| Your task |
Looking through the listing below, state how many lines have the word "roads" in them. Only the number should be given.

═══ Records to use

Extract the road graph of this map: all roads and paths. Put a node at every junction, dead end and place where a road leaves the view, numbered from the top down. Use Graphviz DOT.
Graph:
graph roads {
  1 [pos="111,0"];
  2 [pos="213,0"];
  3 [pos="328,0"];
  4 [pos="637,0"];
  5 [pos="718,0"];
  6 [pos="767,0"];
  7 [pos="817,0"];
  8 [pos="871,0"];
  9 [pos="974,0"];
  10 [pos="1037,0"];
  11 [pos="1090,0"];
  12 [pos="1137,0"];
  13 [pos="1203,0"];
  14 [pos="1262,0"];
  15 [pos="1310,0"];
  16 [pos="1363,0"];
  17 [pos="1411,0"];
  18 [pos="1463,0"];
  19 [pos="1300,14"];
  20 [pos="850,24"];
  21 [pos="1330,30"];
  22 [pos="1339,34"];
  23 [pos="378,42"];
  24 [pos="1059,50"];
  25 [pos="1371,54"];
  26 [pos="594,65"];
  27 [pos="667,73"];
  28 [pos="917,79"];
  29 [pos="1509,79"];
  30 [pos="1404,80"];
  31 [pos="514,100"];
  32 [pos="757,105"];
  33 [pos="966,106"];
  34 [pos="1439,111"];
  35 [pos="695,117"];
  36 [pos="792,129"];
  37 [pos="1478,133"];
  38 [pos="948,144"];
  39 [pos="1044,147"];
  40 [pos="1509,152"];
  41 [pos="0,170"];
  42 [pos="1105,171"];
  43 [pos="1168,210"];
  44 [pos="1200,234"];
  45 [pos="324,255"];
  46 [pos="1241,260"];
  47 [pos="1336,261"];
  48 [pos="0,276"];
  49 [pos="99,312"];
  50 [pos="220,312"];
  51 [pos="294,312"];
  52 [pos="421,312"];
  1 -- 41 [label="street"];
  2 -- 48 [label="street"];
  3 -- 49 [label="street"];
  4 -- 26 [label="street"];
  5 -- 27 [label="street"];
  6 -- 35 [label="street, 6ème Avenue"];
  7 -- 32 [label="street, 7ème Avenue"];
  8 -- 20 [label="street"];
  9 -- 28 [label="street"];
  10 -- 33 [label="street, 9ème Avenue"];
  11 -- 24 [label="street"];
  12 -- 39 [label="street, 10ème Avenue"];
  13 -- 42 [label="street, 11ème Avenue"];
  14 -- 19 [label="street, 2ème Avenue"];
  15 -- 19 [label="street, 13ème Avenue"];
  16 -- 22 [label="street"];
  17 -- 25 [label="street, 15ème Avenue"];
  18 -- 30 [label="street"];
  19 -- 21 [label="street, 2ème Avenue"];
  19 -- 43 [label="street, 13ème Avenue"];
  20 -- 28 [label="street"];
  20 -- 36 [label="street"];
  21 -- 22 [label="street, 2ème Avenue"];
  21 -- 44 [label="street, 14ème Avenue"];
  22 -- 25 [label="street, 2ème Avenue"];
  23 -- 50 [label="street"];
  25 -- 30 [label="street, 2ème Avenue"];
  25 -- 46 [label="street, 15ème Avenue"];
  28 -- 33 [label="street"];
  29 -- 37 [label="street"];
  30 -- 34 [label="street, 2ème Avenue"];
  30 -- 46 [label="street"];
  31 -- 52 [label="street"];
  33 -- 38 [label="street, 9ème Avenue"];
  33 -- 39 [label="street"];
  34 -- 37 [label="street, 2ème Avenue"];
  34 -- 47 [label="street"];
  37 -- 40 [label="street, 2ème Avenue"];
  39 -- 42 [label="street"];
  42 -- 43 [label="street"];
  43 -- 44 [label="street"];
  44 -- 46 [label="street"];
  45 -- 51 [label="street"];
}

══════

| Result |
2